> [Input records]
------------------------
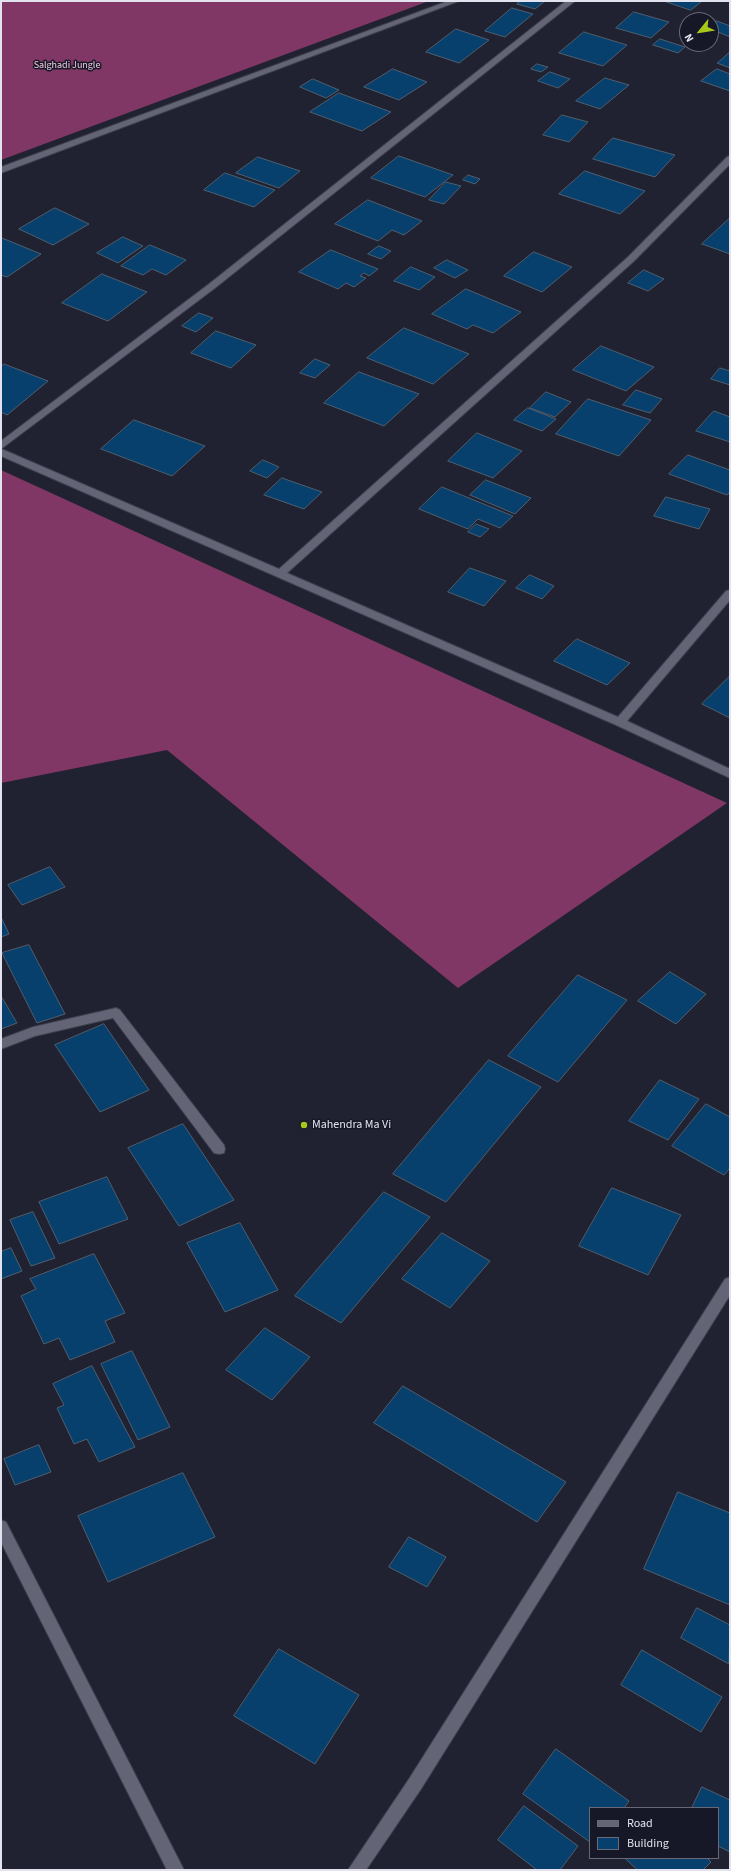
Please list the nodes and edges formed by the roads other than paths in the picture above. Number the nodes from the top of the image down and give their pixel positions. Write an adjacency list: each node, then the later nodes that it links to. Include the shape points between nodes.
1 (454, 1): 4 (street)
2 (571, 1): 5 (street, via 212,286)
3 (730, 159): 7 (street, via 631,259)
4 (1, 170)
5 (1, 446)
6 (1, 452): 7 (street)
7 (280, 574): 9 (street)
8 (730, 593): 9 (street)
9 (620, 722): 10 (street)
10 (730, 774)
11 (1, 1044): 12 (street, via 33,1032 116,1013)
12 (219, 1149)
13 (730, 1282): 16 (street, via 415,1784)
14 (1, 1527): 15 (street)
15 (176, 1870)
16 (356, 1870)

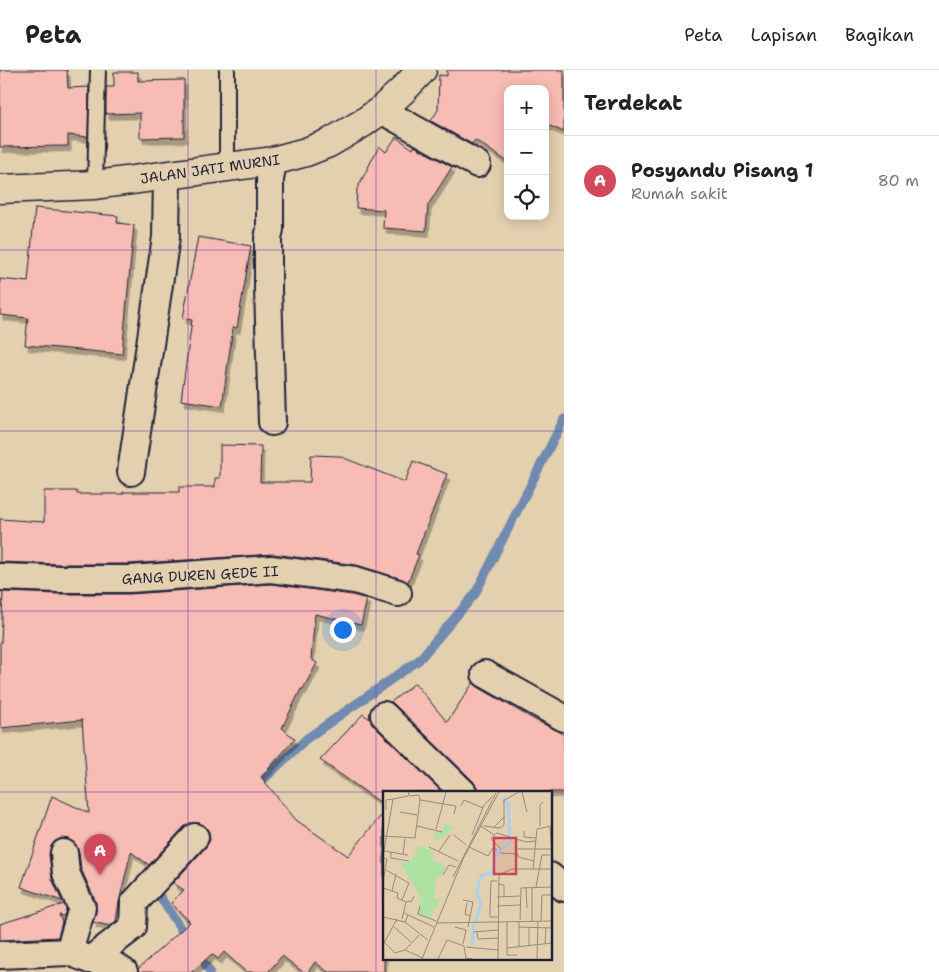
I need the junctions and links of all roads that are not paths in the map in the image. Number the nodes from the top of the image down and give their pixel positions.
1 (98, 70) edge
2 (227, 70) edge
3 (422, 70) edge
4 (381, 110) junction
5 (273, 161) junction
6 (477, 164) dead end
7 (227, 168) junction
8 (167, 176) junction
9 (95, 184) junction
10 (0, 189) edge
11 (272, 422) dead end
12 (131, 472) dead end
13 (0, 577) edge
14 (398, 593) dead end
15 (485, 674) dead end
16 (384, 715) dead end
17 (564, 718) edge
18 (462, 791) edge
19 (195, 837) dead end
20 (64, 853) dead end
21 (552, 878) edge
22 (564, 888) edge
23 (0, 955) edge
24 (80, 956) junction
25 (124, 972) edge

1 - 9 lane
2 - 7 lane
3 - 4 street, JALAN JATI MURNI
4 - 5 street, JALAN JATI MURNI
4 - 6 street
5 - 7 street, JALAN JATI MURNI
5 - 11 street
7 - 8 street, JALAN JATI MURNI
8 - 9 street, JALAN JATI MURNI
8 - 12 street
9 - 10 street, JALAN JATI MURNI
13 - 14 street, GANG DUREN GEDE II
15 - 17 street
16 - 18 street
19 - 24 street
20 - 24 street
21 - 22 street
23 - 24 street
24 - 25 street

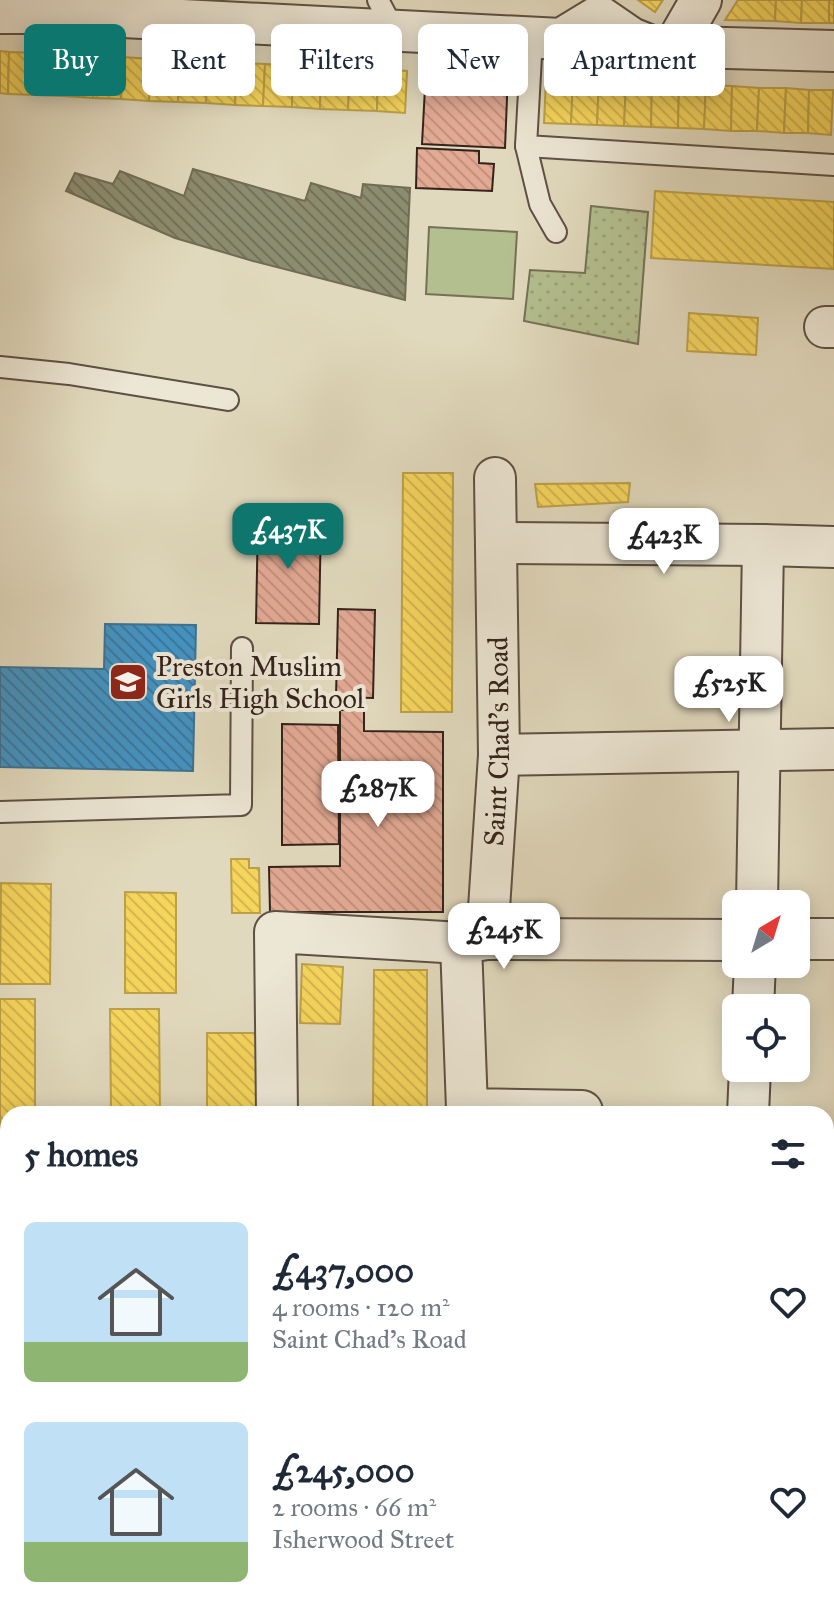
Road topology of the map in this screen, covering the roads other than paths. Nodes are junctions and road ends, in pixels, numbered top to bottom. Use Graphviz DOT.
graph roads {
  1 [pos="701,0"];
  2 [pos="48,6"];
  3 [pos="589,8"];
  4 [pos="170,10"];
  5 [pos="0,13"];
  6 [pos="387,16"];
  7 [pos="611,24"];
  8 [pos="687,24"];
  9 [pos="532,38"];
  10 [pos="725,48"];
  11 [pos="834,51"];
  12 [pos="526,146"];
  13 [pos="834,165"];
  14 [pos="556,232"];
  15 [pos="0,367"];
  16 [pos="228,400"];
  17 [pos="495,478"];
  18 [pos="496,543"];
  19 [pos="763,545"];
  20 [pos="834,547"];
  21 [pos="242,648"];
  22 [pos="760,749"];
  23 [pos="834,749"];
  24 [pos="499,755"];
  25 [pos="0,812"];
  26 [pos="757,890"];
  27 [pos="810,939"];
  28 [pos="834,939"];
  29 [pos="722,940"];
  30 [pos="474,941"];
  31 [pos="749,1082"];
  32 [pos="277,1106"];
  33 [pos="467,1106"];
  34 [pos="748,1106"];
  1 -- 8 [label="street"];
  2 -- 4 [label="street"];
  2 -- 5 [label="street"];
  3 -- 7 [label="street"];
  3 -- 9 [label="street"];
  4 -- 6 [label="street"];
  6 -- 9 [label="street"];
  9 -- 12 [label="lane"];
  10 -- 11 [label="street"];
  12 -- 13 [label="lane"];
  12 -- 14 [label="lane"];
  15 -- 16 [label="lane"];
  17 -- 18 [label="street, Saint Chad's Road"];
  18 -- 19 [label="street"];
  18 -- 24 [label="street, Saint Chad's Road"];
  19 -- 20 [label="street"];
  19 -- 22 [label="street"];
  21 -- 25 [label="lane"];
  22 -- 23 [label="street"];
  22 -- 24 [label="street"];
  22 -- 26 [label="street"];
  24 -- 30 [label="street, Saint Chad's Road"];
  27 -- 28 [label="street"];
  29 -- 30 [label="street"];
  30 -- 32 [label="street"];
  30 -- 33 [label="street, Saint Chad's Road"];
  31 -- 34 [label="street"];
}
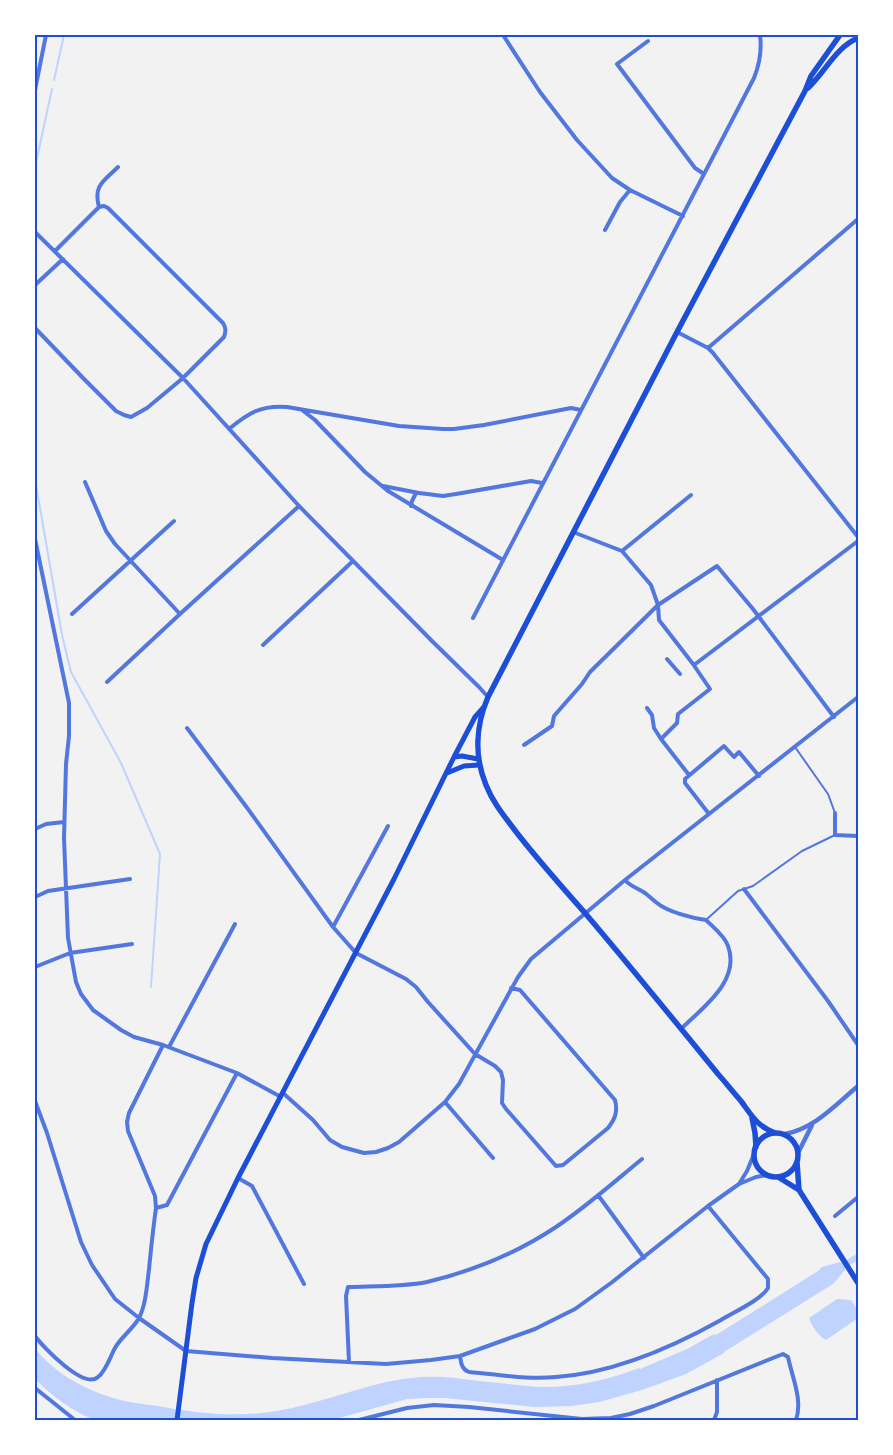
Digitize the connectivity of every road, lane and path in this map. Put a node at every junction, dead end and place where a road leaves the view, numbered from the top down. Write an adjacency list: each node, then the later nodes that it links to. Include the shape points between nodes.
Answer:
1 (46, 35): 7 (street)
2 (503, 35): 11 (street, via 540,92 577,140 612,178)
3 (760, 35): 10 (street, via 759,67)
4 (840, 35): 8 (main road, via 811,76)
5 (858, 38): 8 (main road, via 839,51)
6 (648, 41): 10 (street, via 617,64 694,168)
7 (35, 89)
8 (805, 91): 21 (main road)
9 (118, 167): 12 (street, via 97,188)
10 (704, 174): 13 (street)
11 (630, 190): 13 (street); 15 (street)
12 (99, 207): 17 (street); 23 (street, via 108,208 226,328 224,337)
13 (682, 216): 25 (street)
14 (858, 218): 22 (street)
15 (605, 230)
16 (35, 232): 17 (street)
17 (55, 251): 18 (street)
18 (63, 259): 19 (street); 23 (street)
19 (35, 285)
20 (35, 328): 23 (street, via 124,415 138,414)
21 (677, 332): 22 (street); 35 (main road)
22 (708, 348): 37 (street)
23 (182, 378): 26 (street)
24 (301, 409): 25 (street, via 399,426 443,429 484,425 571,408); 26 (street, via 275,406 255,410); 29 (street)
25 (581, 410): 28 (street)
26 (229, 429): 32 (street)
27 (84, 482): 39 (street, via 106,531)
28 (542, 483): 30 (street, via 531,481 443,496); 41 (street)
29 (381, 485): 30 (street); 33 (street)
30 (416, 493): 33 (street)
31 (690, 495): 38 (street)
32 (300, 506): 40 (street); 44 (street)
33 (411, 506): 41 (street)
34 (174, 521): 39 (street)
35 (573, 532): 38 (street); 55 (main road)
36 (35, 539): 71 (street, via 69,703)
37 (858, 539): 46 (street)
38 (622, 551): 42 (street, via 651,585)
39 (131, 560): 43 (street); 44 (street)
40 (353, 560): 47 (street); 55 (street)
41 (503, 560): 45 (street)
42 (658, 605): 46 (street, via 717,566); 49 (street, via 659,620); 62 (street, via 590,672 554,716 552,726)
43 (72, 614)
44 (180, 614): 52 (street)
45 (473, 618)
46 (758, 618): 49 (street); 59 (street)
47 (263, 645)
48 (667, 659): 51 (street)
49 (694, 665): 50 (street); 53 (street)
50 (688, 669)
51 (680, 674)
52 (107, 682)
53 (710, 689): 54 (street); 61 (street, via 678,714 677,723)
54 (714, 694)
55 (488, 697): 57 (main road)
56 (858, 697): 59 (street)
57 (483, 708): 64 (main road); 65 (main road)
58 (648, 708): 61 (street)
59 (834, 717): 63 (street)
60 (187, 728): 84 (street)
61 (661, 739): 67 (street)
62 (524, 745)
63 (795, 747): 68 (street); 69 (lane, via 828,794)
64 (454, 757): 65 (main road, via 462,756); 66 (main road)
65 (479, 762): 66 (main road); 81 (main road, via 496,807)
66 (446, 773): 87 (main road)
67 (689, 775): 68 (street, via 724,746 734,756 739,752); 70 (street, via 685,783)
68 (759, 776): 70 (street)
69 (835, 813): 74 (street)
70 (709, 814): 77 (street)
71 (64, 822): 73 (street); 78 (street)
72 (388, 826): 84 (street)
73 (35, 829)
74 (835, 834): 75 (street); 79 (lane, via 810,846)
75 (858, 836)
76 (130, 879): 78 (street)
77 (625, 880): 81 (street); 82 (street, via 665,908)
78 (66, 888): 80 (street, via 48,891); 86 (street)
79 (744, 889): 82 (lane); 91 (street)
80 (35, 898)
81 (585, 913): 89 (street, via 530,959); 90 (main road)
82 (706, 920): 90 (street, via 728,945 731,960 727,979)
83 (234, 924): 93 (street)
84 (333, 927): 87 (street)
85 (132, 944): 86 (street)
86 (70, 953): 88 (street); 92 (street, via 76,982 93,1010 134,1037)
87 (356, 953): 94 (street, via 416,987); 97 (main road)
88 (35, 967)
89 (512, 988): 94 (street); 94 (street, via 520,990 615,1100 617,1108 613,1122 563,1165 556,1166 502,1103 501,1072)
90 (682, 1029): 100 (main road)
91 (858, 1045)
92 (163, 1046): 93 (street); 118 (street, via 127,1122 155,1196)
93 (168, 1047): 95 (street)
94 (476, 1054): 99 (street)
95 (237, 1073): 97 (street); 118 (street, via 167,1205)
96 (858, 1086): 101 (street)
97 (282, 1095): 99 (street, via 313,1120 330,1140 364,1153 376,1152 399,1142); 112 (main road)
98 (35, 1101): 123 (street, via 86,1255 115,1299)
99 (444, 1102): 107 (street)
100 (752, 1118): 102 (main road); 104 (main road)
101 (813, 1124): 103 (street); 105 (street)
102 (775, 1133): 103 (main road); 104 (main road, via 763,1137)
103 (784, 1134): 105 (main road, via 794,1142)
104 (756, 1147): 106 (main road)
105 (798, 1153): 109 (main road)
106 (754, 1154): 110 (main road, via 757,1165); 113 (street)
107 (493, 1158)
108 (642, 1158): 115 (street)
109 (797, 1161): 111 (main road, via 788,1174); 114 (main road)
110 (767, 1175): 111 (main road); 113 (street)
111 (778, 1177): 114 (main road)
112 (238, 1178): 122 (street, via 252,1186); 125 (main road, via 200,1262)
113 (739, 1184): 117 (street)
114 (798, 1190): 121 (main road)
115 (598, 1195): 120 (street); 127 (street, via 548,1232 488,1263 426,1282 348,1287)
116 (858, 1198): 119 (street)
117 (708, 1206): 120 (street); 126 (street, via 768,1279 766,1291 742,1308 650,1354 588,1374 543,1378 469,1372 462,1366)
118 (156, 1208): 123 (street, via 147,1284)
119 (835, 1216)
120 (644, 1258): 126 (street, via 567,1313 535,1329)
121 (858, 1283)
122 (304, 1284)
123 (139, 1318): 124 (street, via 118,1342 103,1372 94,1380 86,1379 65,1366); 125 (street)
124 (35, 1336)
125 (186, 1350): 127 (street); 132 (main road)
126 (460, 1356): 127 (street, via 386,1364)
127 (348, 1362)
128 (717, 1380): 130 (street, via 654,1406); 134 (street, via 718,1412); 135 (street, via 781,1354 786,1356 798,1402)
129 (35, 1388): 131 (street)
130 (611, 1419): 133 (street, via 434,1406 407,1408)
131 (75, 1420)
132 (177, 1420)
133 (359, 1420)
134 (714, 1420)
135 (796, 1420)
------------------------
> [Task brief] Report each line of the entries where the word "shape" occurs.

> [Result of the task]
Please list the nodes and edges formed by the roads other than paths in the picture above. Number the nodes from the top of the image down and give their pixel positions. Write an adjacency list: each node, then the later nodes that it links to. Include the shape points between nodes.
Digitize the connectivity of every road, lane and path in this map. Put a node at every junction, dead end and place where a road leaves the view, numbered from the top down. Write an adjacency list: each node, then the later nodes that it links to. Include the shape points between nodes.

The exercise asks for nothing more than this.